WORK TASK =
Return nothing but the lines from the one with "Which roads connect" through the one with "Please list the" in the data below, word for word and without pictures.

INPUT DATA =
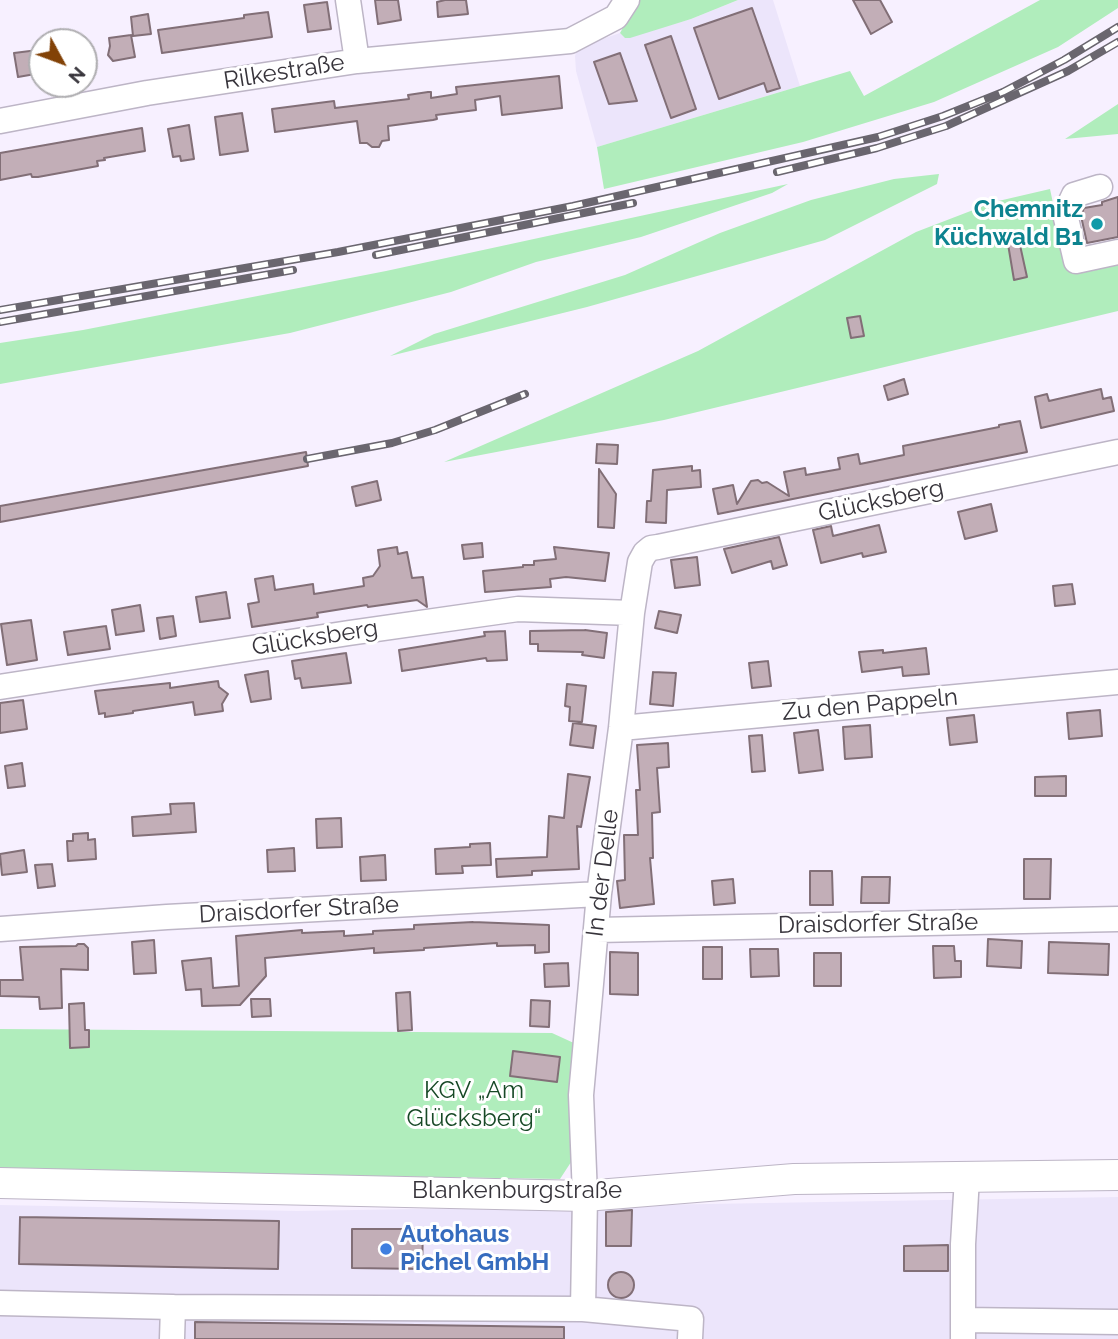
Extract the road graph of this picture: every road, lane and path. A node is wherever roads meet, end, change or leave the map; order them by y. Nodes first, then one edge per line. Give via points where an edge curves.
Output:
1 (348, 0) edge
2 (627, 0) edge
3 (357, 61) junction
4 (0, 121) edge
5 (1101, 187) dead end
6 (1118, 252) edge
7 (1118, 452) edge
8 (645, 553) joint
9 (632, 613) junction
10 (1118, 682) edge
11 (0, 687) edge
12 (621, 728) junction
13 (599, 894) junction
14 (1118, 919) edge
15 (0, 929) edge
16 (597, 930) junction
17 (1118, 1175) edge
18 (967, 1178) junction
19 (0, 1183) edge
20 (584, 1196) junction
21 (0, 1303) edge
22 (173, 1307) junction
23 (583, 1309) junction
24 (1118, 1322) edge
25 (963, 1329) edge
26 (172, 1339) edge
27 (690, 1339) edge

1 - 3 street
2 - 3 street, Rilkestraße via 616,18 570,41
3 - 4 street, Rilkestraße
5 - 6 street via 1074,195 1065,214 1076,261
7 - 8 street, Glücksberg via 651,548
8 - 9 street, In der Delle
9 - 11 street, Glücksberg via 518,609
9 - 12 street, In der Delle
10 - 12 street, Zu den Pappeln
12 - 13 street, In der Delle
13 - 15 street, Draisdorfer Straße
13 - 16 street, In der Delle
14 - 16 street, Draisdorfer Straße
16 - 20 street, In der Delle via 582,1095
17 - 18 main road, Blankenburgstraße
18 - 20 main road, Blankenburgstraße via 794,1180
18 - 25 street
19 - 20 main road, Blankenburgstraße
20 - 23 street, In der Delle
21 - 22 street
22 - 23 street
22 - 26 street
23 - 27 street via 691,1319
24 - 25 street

...

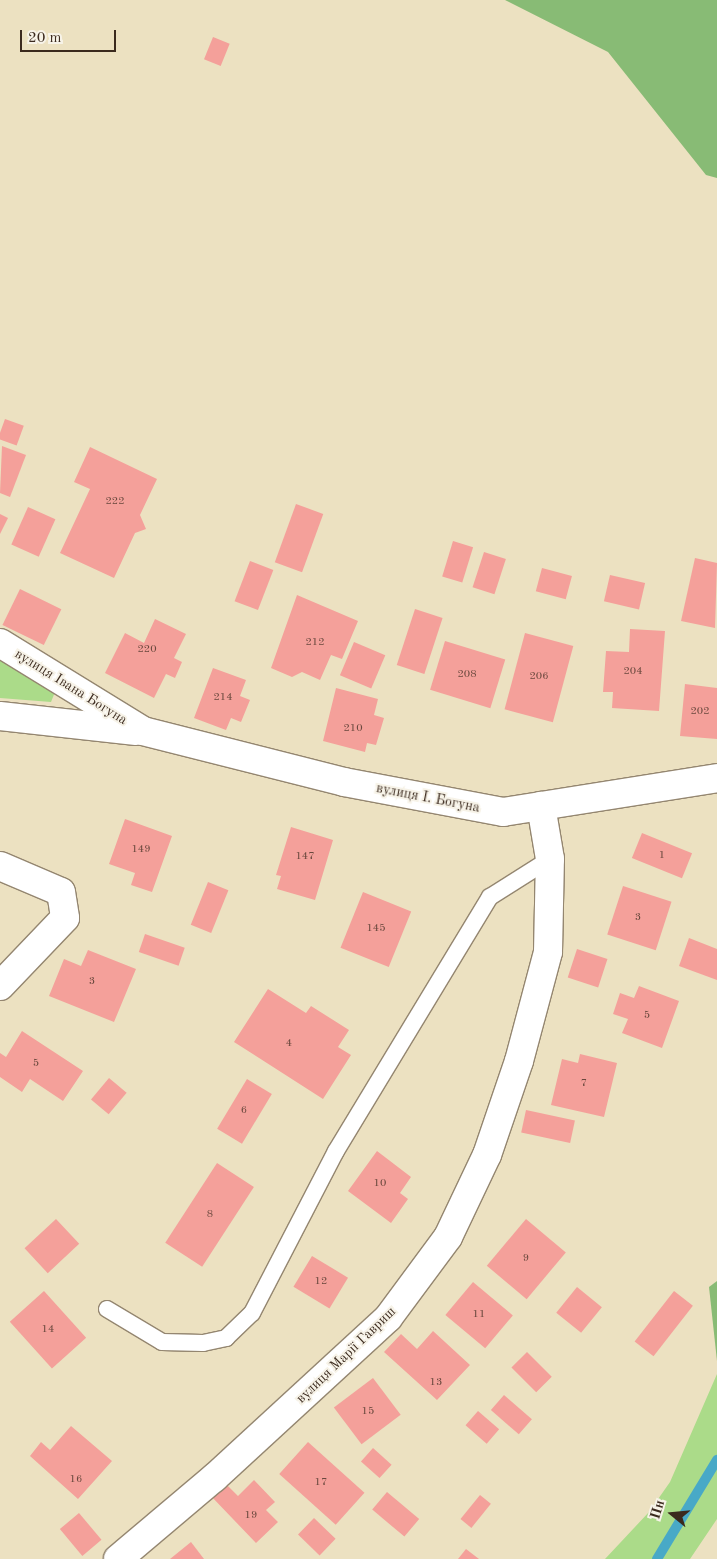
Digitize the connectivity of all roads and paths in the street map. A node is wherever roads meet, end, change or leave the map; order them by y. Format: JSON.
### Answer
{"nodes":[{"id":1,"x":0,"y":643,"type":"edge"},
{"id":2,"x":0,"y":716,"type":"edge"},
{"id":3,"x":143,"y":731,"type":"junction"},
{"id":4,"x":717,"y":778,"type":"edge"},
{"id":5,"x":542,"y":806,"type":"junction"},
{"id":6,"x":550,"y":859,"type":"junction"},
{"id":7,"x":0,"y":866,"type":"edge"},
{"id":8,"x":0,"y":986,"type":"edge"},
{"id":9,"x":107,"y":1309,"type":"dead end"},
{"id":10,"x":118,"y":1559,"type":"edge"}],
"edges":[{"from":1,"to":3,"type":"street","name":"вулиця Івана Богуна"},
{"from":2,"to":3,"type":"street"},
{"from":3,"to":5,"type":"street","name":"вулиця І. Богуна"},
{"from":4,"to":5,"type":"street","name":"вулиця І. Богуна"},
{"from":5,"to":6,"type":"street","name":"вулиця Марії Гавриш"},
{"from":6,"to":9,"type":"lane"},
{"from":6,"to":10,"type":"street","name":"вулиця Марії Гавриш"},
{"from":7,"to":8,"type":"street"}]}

* * *

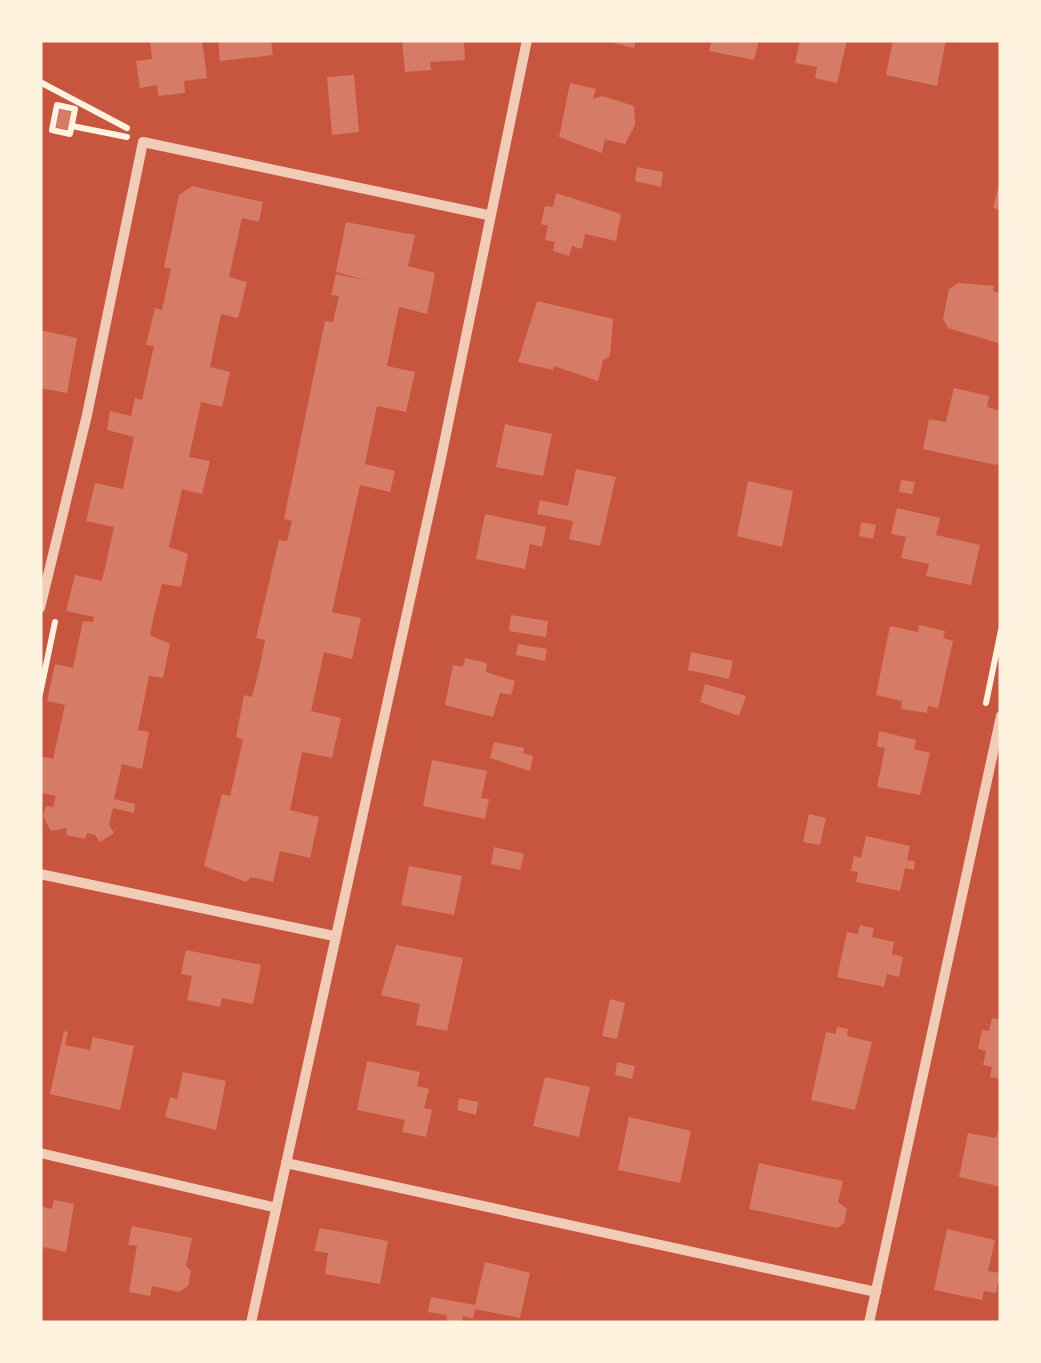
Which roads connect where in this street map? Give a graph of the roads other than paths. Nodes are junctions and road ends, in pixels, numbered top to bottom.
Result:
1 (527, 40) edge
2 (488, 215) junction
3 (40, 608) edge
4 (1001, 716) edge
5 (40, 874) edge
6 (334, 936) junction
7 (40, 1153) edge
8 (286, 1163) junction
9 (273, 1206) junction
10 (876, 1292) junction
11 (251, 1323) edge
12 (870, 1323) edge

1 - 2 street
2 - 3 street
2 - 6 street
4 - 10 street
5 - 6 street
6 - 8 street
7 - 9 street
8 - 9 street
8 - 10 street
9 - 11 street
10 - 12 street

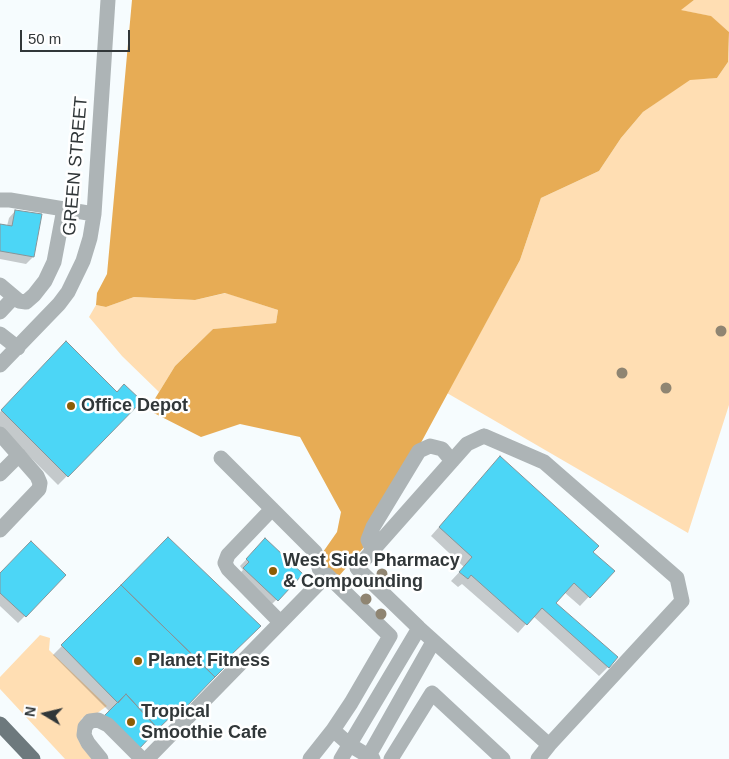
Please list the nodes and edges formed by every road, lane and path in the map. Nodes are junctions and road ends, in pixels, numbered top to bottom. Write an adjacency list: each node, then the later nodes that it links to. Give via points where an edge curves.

TASK RESULT =
Which roads connect where in this street map? Give a graph of the roads other than paths. Nodes are junctions and road ends, in pixels, numbered top to bottom.
Result:
1 (527, 40) edge
2 (488, 215) junction
3 (40, 608) edge
4 (1001, 716) edge
5 (40, 874) edge
6 (334, 936) junction
7 (40, 1153) edge
8 (286, 1163) junction
9 (273, 1206) junction
10 (876, 1292) junction
11 (251, 1323) edge
12 (870, 1323) edge

1 - 2 street
2 - 3 street
2 - 6 street
4 - 10 street
5 - 6 street
6 - 8 street
7 - 9 street
8 - 9 street
8 - 10 street
9 - 11 street
10 - 12 street

Please list the nodes and edges formed by every road, lane and path in the map. Nodes are junctions and road ends, in pixels, numbered top to bottom. Write an adjacency list: each node, then the later nodes that it links to. Give via points where an edge curves.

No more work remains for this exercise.